How to complete this task – Your answer should hold exactly the lines from the one containing "Give bounding boxes" through the end of the material, and no others.

The input –
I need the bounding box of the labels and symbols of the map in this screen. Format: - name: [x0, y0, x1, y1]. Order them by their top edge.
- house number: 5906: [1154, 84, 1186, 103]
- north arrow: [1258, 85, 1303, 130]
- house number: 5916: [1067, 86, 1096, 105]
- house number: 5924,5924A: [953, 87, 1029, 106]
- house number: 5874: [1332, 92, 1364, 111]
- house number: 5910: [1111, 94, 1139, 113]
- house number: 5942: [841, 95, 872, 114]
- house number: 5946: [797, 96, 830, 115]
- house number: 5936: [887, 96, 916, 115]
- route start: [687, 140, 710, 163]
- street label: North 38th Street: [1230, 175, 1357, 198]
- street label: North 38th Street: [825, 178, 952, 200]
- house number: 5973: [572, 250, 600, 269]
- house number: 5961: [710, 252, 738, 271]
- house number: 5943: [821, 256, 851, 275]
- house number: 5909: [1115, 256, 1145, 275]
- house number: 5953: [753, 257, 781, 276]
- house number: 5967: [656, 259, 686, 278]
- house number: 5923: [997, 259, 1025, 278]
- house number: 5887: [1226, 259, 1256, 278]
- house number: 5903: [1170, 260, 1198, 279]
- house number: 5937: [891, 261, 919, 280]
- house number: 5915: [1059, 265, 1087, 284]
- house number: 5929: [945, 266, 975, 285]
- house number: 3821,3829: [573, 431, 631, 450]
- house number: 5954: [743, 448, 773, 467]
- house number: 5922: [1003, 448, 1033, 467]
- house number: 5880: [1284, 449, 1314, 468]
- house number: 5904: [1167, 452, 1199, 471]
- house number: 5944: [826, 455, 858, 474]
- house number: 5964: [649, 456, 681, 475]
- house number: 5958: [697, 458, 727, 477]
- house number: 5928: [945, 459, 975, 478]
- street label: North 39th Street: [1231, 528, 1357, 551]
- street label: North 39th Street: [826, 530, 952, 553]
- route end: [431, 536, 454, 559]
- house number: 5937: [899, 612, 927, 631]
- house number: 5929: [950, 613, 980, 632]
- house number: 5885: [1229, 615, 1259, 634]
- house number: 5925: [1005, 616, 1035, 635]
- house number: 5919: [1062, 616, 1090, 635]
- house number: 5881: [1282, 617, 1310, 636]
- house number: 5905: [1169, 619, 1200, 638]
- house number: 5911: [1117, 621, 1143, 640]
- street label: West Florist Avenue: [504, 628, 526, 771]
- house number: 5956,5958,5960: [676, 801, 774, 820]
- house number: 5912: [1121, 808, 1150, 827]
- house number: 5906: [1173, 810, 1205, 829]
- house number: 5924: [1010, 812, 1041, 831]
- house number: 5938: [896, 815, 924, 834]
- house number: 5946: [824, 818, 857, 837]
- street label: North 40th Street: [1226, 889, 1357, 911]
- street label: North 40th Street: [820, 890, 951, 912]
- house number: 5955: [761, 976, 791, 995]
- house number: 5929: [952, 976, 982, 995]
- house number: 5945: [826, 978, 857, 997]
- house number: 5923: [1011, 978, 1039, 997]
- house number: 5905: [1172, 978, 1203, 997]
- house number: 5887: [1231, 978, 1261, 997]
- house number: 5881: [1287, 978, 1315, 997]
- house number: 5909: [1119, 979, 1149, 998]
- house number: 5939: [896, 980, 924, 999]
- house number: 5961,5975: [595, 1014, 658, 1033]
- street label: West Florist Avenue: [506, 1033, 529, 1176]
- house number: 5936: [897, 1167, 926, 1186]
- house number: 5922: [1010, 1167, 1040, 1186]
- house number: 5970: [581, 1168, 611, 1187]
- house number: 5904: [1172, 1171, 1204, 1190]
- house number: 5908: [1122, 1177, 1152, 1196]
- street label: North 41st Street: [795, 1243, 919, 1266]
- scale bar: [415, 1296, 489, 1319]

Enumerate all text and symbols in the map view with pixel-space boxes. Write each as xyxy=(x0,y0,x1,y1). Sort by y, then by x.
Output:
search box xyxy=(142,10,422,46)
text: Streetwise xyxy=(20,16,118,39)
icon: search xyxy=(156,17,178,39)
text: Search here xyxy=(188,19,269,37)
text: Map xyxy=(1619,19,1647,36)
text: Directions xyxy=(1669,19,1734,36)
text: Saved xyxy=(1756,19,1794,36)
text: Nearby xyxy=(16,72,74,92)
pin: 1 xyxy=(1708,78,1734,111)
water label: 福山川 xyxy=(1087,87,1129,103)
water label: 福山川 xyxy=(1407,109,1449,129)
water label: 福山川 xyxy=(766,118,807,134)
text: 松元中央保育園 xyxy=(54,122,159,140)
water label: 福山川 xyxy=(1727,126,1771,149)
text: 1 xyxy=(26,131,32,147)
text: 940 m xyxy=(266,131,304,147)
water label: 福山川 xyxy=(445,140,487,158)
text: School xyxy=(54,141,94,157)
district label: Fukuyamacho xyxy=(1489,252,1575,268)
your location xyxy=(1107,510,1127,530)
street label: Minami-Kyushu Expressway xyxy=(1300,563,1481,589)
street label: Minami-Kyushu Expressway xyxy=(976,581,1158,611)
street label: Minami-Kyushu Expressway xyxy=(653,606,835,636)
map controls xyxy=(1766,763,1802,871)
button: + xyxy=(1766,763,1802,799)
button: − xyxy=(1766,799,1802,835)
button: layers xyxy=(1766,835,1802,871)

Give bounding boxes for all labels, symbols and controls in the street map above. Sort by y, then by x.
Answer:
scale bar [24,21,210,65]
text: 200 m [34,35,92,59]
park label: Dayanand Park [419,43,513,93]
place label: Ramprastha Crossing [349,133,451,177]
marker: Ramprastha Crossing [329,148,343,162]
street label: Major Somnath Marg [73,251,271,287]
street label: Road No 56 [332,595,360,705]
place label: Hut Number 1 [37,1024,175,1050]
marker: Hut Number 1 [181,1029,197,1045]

Reply to the task –
Give bounding boxes for all labels, symbols and controls in the street map above. Sort by y, then by x.
Answer:
scale bar [24,21,210,65]
text: 200 m [34,35,92,59]
park label: Dayanand Park [419,43,513,93]
place label: Ramprastha Crossing [349,133,451,177]
marker: Ramprastha Crossing [329,148,343,162]
street label: Major Somnath Marg [73,251,271,287]
street label: Road No 56 [332,595,360,705]
place label: Hut Number 1 [37,1024,175,1050]
marker: Hut Number 1 [181,1029,197,1045]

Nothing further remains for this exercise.